Vasculitis is a rare disease in children, with IgA Vasculitis being its most common presentation. One condition that is not yet under-researched is the likely association of IgA vasculitis-like processes with SARS-CoV-2 infection. It is presented the case of a four-year-old patient who healed with palpable purplish lesions to lower limb predominance, acute abdominal pain, and episodes of high digestive hemorrhage. Initially listed as a possible severe dengue and leptospirosis, but clinically and laboratorially associated with IgA vasculitis. It was SARS-CoV-2 IgM and IgG: Reactive. And in parasitological study was identified Strongyloides stercoralis. Symptomatology subsided after administration of corticotherapy and the evolution was favorable. In conclusion, it was presented a rare case in the pediatric population, probably associated with the still unknown effects and damage of COVID-19 in the current pandemic.
RÉSUMÉ
La vasculitis es una enfermedad rara en los niños, siendo la Vasculitis por IgA su presentación más frecuente. Una condición que se ha asociado al desarrollo de vasculitis es la invasión del endotelio vascular por el Strongyloides stercoralis en casos de hiperinfestación. Otra condición aún poco investigada, es la probable asociación de los procesos tipo vasculitis por IgA con la infección por SARS-CoV-2 y el COVID-19 propiamente. Presentamos el caso de una paciente de cuatro años que cursó con lesiones purpúricas palpables a predominio de miembros inferiores, dolor abdominal agudo, y episodios de hemorragia digestiva alta. Inicialmente catalogado como un posible dengue grave y leptospirosis, pero que clínica y laboratorialmente se asoció a un cuadro de vasculitis por IgA. Fue SARS-CoV-2 IgM e IgG: Reactivo. Y tuvo coproparasitológico en el que se identificó al Strongyloides stercoralis. La sintomatología remitió tras la administración de corticoterapia y la evolución fue favorable.

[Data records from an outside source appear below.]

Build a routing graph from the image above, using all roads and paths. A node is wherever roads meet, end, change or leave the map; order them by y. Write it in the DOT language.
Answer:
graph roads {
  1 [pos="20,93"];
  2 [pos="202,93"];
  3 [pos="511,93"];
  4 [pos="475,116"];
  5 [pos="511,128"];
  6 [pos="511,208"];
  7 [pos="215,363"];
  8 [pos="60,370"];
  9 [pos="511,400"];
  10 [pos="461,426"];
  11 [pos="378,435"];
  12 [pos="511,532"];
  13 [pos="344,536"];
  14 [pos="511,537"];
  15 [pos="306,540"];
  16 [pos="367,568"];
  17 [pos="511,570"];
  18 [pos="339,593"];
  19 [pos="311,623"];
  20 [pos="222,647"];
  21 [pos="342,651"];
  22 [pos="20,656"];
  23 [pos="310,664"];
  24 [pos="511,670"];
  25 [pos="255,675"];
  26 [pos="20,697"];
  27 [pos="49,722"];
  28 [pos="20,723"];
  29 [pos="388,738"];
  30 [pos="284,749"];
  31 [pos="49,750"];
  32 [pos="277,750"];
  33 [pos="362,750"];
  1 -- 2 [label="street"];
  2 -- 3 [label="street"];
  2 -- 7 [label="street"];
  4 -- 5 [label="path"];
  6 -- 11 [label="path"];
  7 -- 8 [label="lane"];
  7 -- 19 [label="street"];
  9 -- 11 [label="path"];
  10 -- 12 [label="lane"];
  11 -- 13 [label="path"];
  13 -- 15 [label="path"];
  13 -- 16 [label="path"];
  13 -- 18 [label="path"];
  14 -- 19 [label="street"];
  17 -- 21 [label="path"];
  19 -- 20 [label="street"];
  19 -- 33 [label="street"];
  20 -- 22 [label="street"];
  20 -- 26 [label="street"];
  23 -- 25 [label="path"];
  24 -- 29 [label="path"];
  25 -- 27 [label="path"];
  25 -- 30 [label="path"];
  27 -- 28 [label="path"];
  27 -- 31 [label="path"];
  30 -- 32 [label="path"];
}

Vasculitis is a rare disease in children, with IgA Vasculitis being its most common presentation. One condition that has been associated with the development of vasculitis is the invasion of the vascular endothelium by Strongyloides stercoralis in cases of hyperinfestation. Another condition that is not yet under-researched is the likely association of IgA vasculitis-like processes with SARS-CoV-2 and COVID-19 infection itself. It is presented the case of a four-year-old patient who healed with palpable purplish lesions to lower limb predominance, acute abdominal pain, and episodes of high digestive hemorrhage. Initially listed as a possible severe dengue and leptospirosis, but clinically and laboratorially associated with IgA vasculitis. It was SARS-CoV-2 IgM and IgG: Reactive. And in parasitological study was identified Strongyloides stercoralis. Symptomatology subsided after administration of corticotherapy and the evolution was favorable.